Tous deux convergent sur un point : la nécessité de fermer les entreprises publiques jugées « inutiles » et de miser sur les ressources stratégiques, en particulier les hydrocarbures et le lithium.
Le Parlement, un autre enjeu décisif
Au-delà de la présidence, le scrutin du 17 août a également renouvelé le Parlement bicaméral. L’Assemblée législative plurinational, composée de la Chambre des députés (130 sièges) et du Sénat (36 sièges), joue un rôle central dans l’équilibre institutionnel bolivien.
Selon les projections, aucun camp ne devrait obtenir une majorité absolue. Le MAS, en net recul, perd une grande partie de son influence parlementaire. Rodrigo Paz et Jorge Quiroga devront donc composer avec des forces politiques fragmentées, ce qui laisse présager des alliances fragiles et des négociations complexes.
Le risque d’un blocage institutionnel est réel. Si le président élu ne parvient pas à construire une majorité stable, la gouvernabilité du pays pourrait être compromise, accentuant l’instabilité dans un contexte économique déjà tendu.
Les divisions sociales en toile de fond
La présidentielle en Bolivie a mis en lumière une polarisation sociale persistante. Le soutien à Evo Morales demeure fort dans les zones rurales et indigènes, alors que les grandes villes, notamment La Paz, Santa Cruz et Cochabamba, ont plébiscité les candidats de droite.
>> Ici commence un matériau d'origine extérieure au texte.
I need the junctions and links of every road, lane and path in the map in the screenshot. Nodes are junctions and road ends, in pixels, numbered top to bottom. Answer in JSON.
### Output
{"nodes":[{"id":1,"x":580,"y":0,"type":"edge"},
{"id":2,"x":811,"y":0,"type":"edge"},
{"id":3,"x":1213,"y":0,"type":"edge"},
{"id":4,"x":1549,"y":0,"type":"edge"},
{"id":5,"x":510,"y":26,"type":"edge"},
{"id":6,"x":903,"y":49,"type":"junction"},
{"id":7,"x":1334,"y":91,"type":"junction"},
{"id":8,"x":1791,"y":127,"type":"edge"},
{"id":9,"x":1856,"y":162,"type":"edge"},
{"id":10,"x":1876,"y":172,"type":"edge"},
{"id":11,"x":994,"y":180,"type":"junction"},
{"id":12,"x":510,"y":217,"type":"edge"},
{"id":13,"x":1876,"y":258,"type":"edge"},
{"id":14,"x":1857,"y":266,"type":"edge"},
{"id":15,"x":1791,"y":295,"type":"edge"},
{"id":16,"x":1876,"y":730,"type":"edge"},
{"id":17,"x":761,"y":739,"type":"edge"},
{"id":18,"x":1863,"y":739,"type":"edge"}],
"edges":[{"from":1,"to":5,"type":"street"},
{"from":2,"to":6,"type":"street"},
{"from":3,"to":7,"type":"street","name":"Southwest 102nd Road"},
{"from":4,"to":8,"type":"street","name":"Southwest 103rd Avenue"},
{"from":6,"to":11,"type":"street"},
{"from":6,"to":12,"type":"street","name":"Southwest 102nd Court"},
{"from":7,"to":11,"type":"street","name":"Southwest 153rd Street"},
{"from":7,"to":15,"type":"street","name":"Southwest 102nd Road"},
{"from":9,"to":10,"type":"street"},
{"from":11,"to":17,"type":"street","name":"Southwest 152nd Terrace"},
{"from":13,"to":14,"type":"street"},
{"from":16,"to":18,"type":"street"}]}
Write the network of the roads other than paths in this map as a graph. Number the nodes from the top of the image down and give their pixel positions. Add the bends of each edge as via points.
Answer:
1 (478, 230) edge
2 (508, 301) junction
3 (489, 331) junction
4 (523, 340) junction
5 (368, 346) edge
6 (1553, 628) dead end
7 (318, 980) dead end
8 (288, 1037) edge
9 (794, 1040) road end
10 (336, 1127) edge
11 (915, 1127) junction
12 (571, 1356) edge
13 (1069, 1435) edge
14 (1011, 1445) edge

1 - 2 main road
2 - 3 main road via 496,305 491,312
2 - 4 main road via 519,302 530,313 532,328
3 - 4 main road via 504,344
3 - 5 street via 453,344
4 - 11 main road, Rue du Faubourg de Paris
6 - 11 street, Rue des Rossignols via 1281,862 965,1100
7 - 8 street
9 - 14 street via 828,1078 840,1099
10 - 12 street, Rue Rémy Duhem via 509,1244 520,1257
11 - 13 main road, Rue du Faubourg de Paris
Sous la présidence Morales, la Constitution de 2009 avait reconnu la diversité du pays, instituant un État plurinational qui garantissait des droits nouveaux aux 36 ethnies reconnues. Le retour de figures libérales ou conservatrices au pouvoir suscite donc des inquiétudes dans ces communautés, qui redoutent une remise en cause des acquis et un retour à une vision centralisée de la République.
« Pour nous, il s’agit de défendre la terre et nos droits collectifs », déclare une représentante d’une organisation paysanne, citée par la presse locale. Mais beaucoup d’organisations sociales, autrefois piliers du MAS, ont cette fois refusé de donner une consigne de vote, laissant leurs membres libres d’exprimer leur désenchantement dans les urnes.
La campagne vers le 19 octobre s’annonce tendue. Plus de 7,5 millions de Boliviens seront de nouveau appelés aux urnes, le vote obligatoire renforçant la participation même dans un climat de désillusion. L’enjeu ne se limite pas au choix d’un président : il s’agit aussi de définir quel modèle économique et institutionnel guidera la Bolivie dans les prochaines années.
Si Rodrigo Paz mise sur une image modérée et rassembleuse, Jorge Quiroga se présente comme l’homme d’expérience capable de « sauver » l’économie. Mais dans un pays fracturé, l’adhésion populaire pourrait se révéler limitée, et la victoire de l’un ou l’autre risque d’être fragile.